◆ WHAT YOU WILL DO ◆
Output, exactly as written, the lines below starting at the line containing "index mcp: (237, 177)" and ending at the line containing "middle dip: (442, 326)". Drop the pictures and keep both end lines.

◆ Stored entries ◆
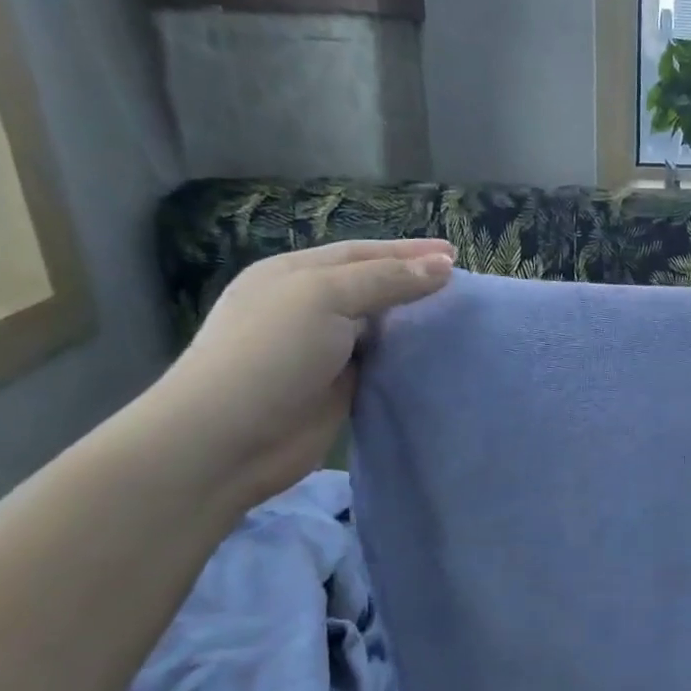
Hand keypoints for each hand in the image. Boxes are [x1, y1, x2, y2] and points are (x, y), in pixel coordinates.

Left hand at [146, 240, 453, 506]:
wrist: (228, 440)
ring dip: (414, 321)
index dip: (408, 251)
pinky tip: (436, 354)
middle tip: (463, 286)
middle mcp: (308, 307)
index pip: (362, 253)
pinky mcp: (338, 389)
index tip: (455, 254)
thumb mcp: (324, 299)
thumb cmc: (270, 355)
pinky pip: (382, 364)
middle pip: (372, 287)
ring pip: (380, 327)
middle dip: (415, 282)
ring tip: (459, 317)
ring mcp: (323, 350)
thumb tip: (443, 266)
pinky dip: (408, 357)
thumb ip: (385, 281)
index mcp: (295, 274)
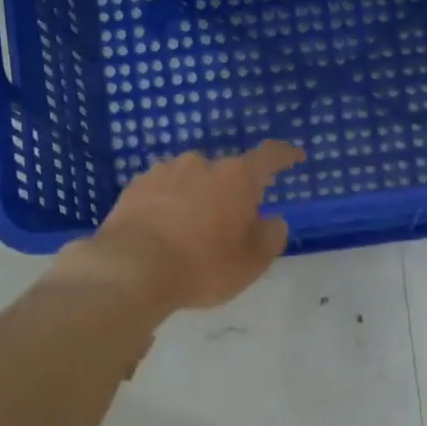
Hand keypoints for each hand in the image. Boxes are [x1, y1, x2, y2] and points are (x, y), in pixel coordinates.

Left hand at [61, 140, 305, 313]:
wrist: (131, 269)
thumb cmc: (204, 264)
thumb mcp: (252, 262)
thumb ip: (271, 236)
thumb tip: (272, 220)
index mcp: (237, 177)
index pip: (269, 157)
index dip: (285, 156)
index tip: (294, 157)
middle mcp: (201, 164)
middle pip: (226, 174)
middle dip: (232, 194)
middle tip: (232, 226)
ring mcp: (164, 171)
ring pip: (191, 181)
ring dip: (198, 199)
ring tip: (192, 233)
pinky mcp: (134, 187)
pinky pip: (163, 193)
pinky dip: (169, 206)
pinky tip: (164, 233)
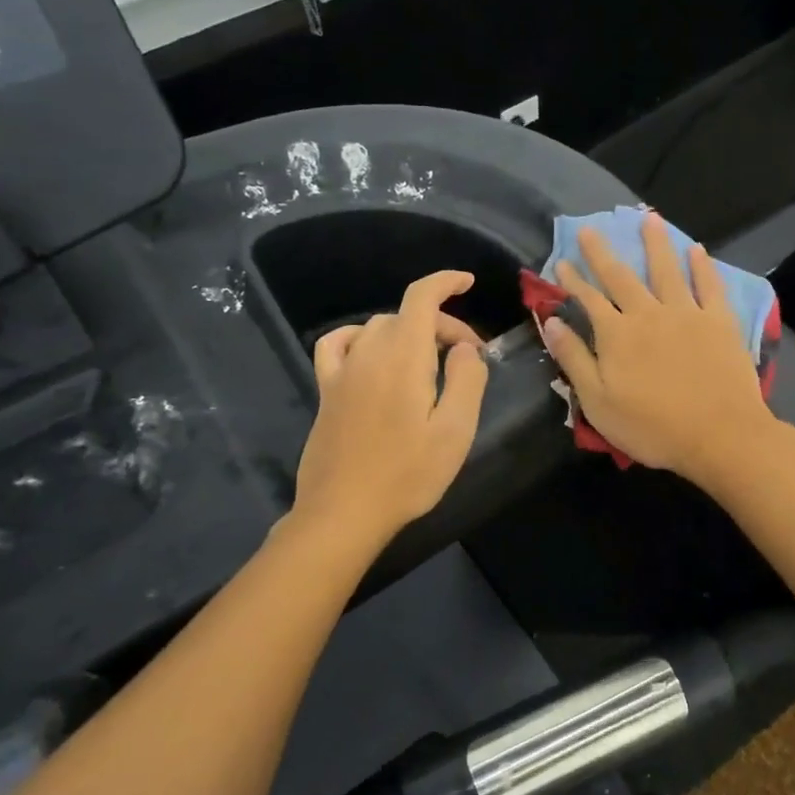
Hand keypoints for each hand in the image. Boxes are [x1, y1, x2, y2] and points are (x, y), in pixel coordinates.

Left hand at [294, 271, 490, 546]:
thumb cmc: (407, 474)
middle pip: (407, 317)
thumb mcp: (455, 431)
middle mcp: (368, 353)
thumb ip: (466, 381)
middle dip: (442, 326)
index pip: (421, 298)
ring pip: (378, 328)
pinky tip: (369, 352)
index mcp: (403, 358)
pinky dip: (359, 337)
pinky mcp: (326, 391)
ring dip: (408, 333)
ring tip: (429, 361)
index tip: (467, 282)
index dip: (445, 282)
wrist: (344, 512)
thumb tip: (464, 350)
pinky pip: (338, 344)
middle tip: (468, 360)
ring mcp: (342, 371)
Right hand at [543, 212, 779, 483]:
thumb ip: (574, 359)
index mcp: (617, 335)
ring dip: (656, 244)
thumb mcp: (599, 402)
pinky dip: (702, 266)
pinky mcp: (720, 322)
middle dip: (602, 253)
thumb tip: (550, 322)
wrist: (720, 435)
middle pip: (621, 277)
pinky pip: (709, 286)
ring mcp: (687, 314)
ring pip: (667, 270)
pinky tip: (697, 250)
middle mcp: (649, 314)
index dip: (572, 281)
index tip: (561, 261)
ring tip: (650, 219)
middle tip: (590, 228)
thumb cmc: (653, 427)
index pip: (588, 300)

...

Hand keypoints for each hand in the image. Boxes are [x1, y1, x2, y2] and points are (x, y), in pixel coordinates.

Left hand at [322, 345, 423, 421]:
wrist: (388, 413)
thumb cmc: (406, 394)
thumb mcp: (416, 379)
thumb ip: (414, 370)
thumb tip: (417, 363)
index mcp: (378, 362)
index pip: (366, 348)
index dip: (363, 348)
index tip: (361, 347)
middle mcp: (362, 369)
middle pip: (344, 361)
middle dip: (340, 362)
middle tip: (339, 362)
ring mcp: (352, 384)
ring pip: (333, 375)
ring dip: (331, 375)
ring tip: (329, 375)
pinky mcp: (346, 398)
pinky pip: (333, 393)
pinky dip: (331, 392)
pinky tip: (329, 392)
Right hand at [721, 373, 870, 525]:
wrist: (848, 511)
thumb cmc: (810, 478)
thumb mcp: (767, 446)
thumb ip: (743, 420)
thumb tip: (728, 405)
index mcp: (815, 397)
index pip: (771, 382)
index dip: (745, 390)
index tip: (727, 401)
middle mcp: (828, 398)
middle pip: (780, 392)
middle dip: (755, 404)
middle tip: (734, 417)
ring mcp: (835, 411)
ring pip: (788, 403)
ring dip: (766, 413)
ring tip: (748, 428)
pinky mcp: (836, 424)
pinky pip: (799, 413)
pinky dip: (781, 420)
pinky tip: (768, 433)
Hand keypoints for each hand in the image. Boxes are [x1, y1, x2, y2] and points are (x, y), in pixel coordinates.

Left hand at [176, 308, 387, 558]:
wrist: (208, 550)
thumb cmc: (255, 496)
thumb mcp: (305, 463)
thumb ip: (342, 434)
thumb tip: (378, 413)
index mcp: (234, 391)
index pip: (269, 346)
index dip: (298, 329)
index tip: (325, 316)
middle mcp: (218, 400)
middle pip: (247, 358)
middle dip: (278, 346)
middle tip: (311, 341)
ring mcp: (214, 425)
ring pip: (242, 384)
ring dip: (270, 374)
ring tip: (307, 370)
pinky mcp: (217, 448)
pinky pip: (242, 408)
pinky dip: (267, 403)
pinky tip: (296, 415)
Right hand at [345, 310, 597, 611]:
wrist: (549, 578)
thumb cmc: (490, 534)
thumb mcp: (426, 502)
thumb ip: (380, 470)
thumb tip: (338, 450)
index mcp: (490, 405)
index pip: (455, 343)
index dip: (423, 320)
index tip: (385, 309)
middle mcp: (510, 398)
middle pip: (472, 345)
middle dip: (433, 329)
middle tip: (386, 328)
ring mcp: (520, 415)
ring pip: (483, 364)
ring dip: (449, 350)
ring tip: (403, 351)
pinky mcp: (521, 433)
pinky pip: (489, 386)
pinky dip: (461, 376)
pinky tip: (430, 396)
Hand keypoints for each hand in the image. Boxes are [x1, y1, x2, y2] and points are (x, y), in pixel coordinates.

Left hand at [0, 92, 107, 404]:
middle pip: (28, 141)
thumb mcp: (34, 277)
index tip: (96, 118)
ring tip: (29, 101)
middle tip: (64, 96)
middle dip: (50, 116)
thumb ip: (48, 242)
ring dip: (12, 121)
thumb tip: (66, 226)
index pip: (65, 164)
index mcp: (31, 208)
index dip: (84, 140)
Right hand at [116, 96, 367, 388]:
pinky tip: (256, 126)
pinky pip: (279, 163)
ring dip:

◆ SOLUTION FOR THIS TASK ◆
index mcp: (237, 177)
index pip: (269, 157)
index dip: (285, 156)
index tip: (294, 157)
middle mcp: (201, 164)
middle pip: (226, 174)
middle dip: (232, 194)
middle tip: (232, 226)
ring mcp: (164, 171)
ring pip: (191, 181)
ring dip: (198, 199)
ring tip: (192, 233)
pinky mcp: (134, 187)
pinky pip: (163, 193)
pinky dip: (169, 206)
pinky tip: (164, 233)
Hand keypoints for each hand in the image. Boxes are [x1, y1, x2, y2] and points are (x, y), in pixel coordinates.

Left hand at [294, 271, 490, 546]:
thumb cmc: (407, 474)
middle pip: (407, 317)
thumb mcp: (455, 431)
middle mcp: (368, 353)
thumb ip: (466, 381)
middle dip: (442, 326)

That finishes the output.